__Provided data__:

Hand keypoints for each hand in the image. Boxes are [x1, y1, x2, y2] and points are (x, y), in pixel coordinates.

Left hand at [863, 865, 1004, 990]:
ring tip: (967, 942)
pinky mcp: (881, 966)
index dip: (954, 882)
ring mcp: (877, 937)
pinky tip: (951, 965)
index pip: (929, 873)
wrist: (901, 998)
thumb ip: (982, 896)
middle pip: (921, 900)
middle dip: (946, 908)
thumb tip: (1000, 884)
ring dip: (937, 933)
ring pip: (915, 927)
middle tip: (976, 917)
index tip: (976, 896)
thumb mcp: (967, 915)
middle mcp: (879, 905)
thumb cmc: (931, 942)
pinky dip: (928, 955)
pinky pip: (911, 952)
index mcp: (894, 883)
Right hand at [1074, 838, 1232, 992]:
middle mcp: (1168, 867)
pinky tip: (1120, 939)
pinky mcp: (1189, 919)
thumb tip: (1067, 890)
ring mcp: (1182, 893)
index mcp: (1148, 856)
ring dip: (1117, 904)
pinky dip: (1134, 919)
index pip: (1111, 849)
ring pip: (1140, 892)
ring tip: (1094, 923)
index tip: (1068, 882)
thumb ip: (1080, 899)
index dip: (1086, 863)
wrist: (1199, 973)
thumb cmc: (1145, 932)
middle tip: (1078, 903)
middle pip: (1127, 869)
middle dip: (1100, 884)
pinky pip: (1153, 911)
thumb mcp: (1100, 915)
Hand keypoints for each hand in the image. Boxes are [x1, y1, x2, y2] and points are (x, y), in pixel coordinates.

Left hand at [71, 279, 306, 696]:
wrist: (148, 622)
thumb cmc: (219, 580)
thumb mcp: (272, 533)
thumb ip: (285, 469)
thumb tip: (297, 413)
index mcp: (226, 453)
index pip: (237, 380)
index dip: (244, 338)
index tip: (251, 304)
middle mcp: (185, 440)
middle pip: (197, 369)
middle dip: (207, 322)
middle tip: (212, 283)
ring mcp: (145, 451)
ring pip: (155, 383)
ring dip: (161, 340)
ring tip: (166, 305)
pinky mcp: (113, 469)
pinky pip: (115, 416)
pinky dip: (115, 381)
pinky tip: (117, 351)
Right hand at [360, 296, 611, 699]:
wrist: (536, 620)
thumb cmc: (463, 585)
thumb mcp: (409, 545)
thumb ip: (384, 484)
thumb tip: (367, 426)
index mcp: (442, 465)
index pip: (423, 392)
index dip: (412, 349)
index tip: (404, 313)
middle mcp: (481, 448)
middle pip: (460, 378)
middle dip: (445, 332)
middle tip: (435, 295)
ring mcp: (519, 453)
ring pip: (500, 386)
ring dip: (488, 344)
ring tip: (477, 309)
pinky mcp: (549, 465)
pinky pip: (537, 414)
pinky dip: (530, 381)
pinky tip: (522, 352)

__Exercise__: Start to finish, transcribe the listing above exactly.

__Result below__:
Hand keypoints for each hand in the image. Boxes are [x1, y1, x2, y2] and points are (x, y), in pixel coordinates.

Left hand at [863, 865, 1004, 990]:
ring tip: (967, 942)
pinky mcp: (881, 966)
index dip: (954, 882)
ring mcp: (877, 937)
pinky tip: (951, 965)
index pip: (929, 873)
wrist: (901, 998)
thumb ip: (982, 896)
middle pip: (921, 900)
middle dip: (946, 908)
thumb tip: (1000, 884)
ring dip: (937, 933)
ring pip: (915, 927)
middle tip: (976, 917)
index tip: (976, 896)
thumb mcp: (967, 915)
middle mcp: (879, 905)
thumb cmc: (931, 942)
pinky dip: (928, 955)
pinky pip: (911, 952)
index mcp: (894, 883)
Right hand at [1074, 838, 1232, 992]:
middle mcp: (1168, 867)
pinky tip: (1120, 939)
pinky mcp: (1189, 919)
thumb tip: (1067, 890)
ring mcp: (1182, 893)
index mcp: (1148, 856)
ring dip: (1117, 904)
pinky dip: (1134, 919)
index pip: (1111, 849)
ring pip: (1140, 892)
ring tip: (1094, 923)
index tip: (1068, 882)
thumb ip: (1080, 899)
index dip: (1086, 863)
wrist: (1199, 973)
thumb cmc: (1145, 932)
middle tip: (1078, 903)
middle pip: (1127, 869)
middle dip: (1100, 884)
pinky pip: (1153, 911)
thumb mcp: (1100, 915)
Hand keypoints for each hand in the image. Boxes are [x1, y1, x2, y2] and points are (x, y), in pixel coordinates.

Left hand at [71, 279, 306, 696]:
wrist: (148, 622)
thumb cmc: (219, 580)
thumb mcp: (272, 533)
thumb ip: (285, 469)
thumb tip: (297, 413)
index mcp: (226, 453)
index pip: (237, 380)
index dip: (244, 338)
index tip: (251, 304)
middle mcp: (185, 440)
middle pip: (197, 369)
middle dip: (207, 322)
middle tip: (212, 283)
ring mcp: (145, 451)
ring pip: (155, 383)
ring dip: (161, 340)
ring tip: (166, 305)
pinky mcp: (113, 469)
pinky pip: (115, 416)
pinky dip: (115, 381)
pinky tip: (117, 351)
Right hand at [360, 296, 611, 699]:
wrist: (536, 620)
thumb cmc: (463, 585)
thumb mcp: (409, 545)
thumb ip: (384, 484)
thumb tip: (367, 426)
index mcp: (442, 465)
index pip: (423, 392)
index dip: (412, 349)
index tip: (404, 313)
middle mcp: (481, 448)
middle pip: (460, 378)
middle dip: (445, 332)
middle tip: (435, 295)
ring mcp: (519, 453)
ring pip: (500, 386)
ring dip: (488, 344)
ring tip: (477, 309)
pinky mcp: (549, 465)
pinky pip: (537, 414)
pinky dip: (530, 381)
pinky tip: (522, 352)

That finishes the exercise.